图10 槲皮素标准品(A)和结合β-乳球蛋白B后的槲皮素(样品)(B)的色谱峰Fig. 10 Chromatographic peaks of quercetin standard (A) and quercetin-β-lactoglobulin B complex (B)
目前用于包埋槲皮素提高其水溶解性的主要材料是β-环糊精和羟丙基-β-环糊精。根据库尔班江·巴拉提[46]的报道,β-环糊精包埋后槲皮素的溶解度为26.94 μg/mL,羟丙基-β-环糊精包埋后槲皮素的溶解度为2 224.21 μg/mL。通过对比可知,β-乳球蛋白B对槲皮素的增溶作用高于β-环糊精,低于由β-环糊精改性获得的羟丙基-β-环糊精。这也提供了一个新思路,如果将β-乳球蛋白B进行改性,其对槲皮素的增溶作用是否会发生大幅度地提高,有待进一步验证。
结果表明,槲皮素可在氢键和范德华力的共同作用下牢固地结合到β-乳球蛋白B中的潜在结合位点Trp19-Arg124附近的外表面上。在结合的过程中,由于槲皮素的疏水性,以及它与蛋白之间的相互作用,导致结合位点附近的蛋白二级结构和微环境发生了变化,诱导结合位点处部分的α-螺旋转变为β-折叠,并且使得结合位点暴露在一个更加疏水的微环境中。在与β-乳球蛋白B结合之后,槲皮素的水溶性得到了很大的提升,增大至原来的1 844 倍左右,其原因是β-乳球蛋白B的包埋使得槲皮素在水溶液中受到的疏水作用减小,因此β-乳球蛋白B可作为槲皮素的载体用于增大槲皮素的水溶性,这为研究槲皮素抑制晚期糖基化终末产物机理提供参考依据。
本研究虽然发现了槲皮素与β-乳球蛋白B的结合机制,但是并未对结合β-乳球蛋白B后槲皮素的生理活性做进一步研究。
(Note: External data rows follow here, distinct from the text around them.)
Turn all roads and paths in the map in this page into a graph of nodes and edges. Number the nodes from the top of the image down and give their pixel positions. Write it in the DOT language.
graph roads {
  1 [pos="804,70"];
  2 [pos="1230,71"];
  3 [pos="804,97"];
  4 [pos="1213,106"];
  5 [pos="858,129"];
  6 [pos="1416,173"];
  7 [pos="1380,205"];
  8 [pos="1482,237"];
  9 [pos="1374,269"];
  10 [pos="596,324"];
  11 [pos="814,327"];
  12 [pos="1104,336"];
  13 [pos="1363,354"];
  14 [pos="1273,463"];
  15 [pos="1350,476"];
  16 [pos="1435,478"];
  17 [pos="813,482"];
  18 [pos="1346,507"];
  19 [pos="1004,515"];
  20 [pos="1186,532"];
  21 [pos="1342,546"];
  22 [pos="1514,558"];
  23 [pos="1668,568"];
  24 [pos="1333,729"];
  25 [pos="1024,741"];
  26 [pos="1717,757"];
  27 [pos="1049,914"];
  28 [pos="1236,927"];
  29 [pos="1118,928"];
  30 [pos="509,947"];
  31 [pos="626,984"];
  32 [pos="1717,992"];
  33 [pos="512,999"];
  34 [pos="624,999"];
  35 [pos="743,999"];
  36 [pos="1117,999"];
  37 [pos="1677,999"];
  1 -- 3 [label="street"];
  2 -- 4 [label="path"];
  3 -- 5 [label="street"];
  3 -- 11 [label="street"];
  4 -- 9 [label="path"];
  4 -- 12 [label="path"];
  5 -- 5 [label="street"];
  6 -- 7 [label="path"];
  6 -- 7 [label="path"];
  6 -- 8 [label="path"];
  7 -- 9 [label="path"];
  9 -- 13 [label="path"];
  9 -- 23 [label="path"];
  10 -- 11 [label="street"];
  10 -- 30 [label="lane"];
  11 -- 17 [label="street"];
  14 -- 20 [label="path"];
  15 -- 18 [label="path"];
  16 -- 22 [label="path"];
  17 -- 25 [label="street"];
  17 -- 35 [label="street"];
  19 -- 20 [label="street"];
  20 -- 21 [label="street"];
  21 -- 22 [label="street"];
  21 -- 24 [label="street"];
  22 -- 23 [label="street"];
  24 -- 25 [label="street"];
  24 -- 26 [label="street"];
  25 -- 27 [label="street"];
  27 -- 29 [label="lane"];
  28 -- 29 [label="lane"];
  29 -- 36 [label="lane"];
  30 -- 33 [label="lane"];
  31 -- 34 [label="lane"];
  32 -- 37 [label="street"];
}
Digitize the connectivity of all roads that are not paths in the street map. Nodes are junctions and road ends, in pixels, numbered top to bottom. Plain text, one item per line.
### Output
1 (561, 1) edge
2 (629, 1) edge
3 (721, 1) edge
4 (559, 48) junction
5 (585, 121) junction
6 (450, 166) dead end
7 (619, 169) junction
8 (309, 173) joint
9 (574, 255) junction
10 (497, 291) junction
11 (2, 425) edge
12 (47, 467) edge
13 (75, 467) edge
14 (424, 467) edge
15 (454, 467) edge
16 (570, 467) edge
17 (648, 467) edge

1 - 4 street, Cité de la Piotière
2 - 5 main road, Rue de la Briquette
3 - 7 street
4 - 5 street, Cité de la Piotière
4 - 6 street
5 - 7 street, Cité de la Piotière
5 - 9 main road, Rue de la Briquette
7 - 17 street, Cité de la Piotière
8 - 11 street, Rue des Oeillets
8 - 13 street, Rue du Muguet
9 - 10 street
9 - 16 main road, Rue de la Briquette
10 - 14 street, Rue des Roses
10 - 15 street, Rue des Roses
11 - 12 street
目前在一些细胞和动物实验中发现,β-乳球蛋白的水解产物具有降低胆固醇和抗氧化等生理活性[47],槲皮素也具有抗氧化、降血脂、抑制AGEs[2]等一系列生理活性,而槲皮素在与β-乳球蛋白B的结合过程中只损失了一个羟基,其余活性的羟基并未受影响,因此推测在与β-乳球蛋白B结合后槲皮素的抗氧化活性、抑制AGEs的活性并未受降低,反而是得到了β-乳球蛋白B的保护,并且二者的结合物同时具有降血脂和降低胆固醇的生理活性。这需要进一步的实验验证,同时也为后续的研究提供了一个切入点。